After Saturn passed the range of the telescope, the Nautical Almanac
gave the meridional time of other stars at which we gazed till
daylight obscured them. Then we left the observatory and in the
office took up the microscope and played with it until breakfast
time. It was of good size and had six sets of object lenses of
different magnifying powers.
One slide he had prepared from fine sand, swept from rocks on the
coast of Florida. To the naked eye it seemed like buckwheat flour;
magnified, it was a collection of beautiful, conical sea-shells,
about a quarter of an inch long, with spines beginning with a light
burnt-umber color at the shell and deepening to black at the points.

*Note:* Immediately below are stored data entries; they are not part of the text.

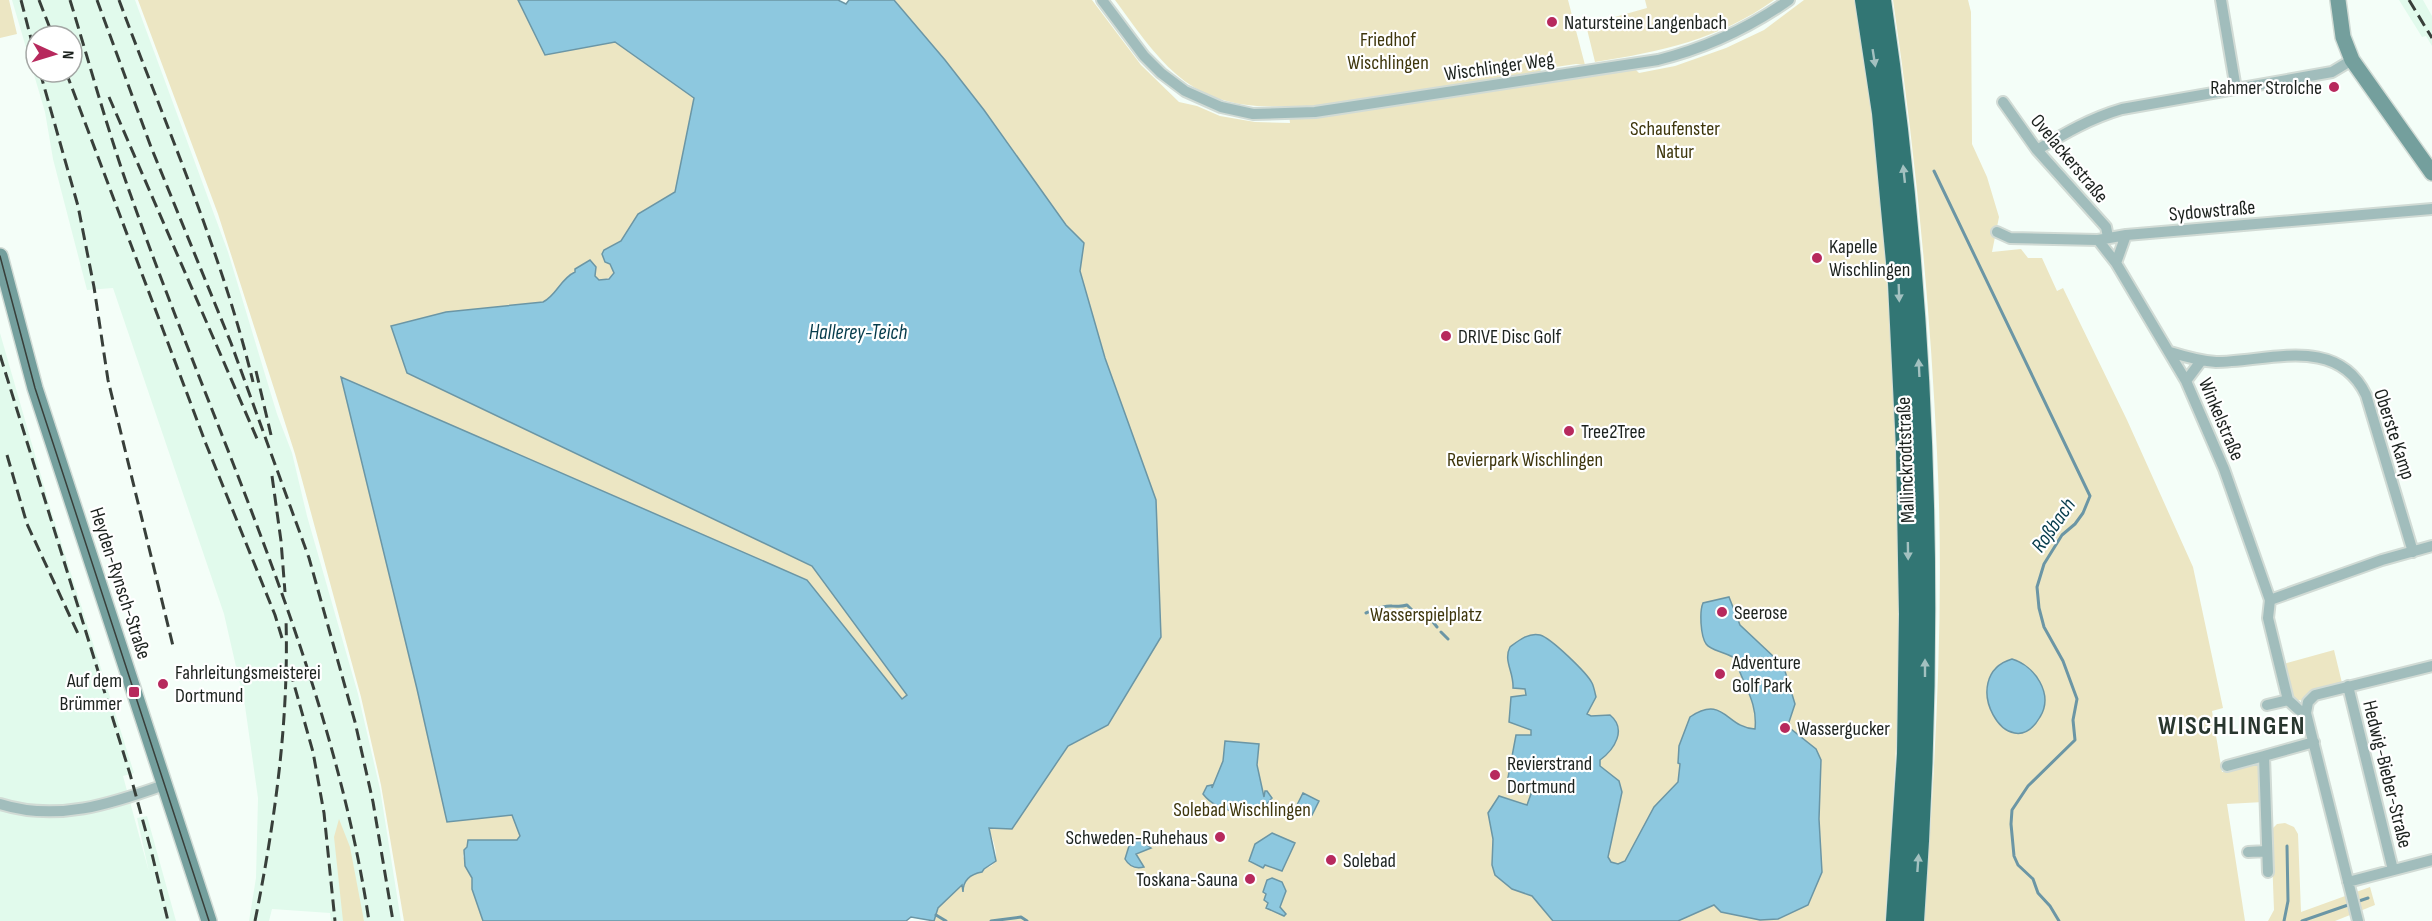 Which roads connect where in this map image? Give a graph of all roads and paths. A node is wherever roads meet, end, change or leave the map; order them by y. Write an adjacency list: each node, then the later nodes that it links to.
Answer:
1 (1102, 0): 2 (street, Wischlinger Weg)
2 (1790, 0)
3 (1865, 0): 41 (highway, Mallinckrodtstraße, one-way to 41)
4 (1881, 0): 42 (highway, Mallinckrodtstraße, one-way to 4)
5 (2222, 0): 8 (street)
6 (2338, 0): 7 (main road)
7 (2352, 60): 8 (street); 11 (main road)
8 (2236, 88): 10 (street)
9 (2003, 102): 10 (street, Ovelackerstraße)
10 (2037, 150): 15 (street, Ovelackerstraße)
11 (2432, 173)
12 (2432, 209): 14 (street, Sydowstraße)
13 (1997, 232): 15 (street, Sydowstraße)
14 (2126, 235): 15 (street, Sydowstraße); 17 (street)
15 (2103, 238): 17 (street, Winkelstraße)
16 (0, 256): 32 (main road, Heyden-Rynsch-Straße)
17 (2116, 263): 18 (street, Winkelstraße)
18 (2170, 352): 19 (street, Oberste Kamp); 20 (street, Winkelstraße)
19 (2201, 361): 20 (street); 22 (street, Oberste Kamp)
20 (2186, 381): 23 (street, Winkelstraße)
21 (2432, 546): 22 (street)
22 (2413, 552): 23 (street)
23 (2270, 600): 26 (street, Winkelstraße)
24 (2432, 666): 25 (street)
25 (2348, 686): 29 (street); 37 (street, Hedwig-Bieber-Straße)
26 (2288, 700): 27 (street); 28 (street)
27 (2268, 705)
28 (2299, 710)
29 (2314, 742): 30 (street); 39 (street)
30 (2265, 756): 31 (street); 34 (street)
31 (2227, 766)
32 (165, 785): 33 (street); 40 (main road, Heyden-Rynsch-Straße)
33 (0, 804)
34 (2267, 851): 35 (street); 38 (street)
35 (2248, 852)
36 (2432, 860): 37 (street)
37 (2393, 870): 39 (street)
38 (2268, 872)
39 (2348, 882): 43 (street)
40 (209, 921)
41 (1896, 921)
42 (1914, 921)
43 (2358, 921)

Another object he had prepared was an itch-mite taken from the
person of a patient. An enlarged picture of the animal is an
illustration in the Century dictionary.
At another visit Dr. Horr told me something of his early history,
and as I, too, had had an early history, I was very much interested,
so much so that it is very clearly retained in my memory and I will
give it as of his own statement:
At the age of 19, I was working about 20 miles from Columbus, Ohio,
learning the carpenter's trade. One day I rode horseback to Columbus
to purchase a text book on botany for beginners, as I had a desire
to study plant life. I called at a bookstore and made my purpose
known to the proprietor, and he laid upon the counter a number of
After an examination of them I was unable to make a selection, and I
asked the advice of the merchant, who said he couldn't tell, but
pointing to a gentleman seated in the room, said that that man could
advise me. Turning to the gentleman, he said: "Mr. Sullivant, will
you step here? Here is a young man who wishes to purchase a Botany
for beginners. Please advise him which to select."
The gentleman came to the counter and asked if I wished it for
myself. I answered that I did, and he very soon made a selection.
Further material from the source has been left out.